::: MATERIALS PROVIDED :::
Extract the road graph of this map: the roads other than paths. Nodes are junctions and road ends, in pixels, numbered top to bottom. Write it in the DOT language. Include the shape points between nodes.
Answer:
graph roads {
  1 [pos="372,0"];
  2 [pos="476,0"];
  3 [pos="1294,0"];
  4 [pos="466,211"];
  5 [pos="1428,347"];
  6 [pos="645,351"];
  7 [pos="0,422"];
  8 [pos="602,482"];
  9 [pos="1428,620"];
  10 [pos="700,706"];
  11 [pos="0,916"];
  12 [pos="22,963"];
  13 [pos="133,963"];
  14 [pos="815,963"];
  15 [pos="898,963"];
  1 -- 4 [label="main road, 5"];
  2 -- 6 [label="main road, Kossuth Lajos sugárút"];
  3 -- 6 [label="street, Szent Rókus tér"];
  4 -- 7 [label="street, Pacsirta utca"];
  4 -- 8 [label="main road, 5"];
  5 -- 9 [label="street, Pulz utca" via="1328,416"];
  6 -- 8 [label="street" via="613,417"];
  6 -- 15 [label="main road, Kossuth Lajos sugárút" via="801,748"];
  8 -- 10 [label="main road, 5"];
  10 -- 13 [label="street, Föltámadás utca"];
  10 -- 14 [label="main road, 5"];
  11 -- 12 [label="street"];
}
:::
--- WHAT NEEDS TO BE DONE ---
The entries above must be retyped exactly, down to the last character.

--- COMPLETED TASK ---
Extract the road graph of this map: the roads other than paths. Nodes are junctions and road ends, in pixels, numbered top to bottom. Write it in the DOT language. Include the shape points between nodes.
Answer:
graph roads {
  1 [pos="372,0"];
  2 [pos="476,0"];
  3 [pos="1294,0"];
  4 [pos="466,211"];
  5 [pos="1428,347"];
  6 [pos="645,351"];
  7 [pos="0,422"];
  8 [pos="602,482"];
  9 [pos="1428,620"];
  10 [pos="700,706"];
  11 [pos="0,916"];
  12 [pos="22,963"];
  13 [pos="133,963"];
  14 [pos="815,963"];
  15 [pos="898,963"];
  1 -- 4 [label="main road, 5"];
  2 -- 6 [label="main road, Kossuth Lajos sugárút"];
  3 -- 6 [label="street, Szent Rókus tér"];
  4 -- 7 [label="street, Pacsirta utca"];
  4 -- 8 [label="main road, 5"];
  5 -- 9 [label="street, Pulz utca" via="1328,416"];
  6 -- 8 [label="street" via="613,417"];
  6 -- 15 [label="main road, Kossuth Lajos sugárút" via="801,748"];
  8 -- 10 [label="main road, 5"];
  10 -- 13 [label="street, Föltámadás utca"];
  10 -- 14 [label="main road, 5"];
  11 -- 12 [label="street"];
}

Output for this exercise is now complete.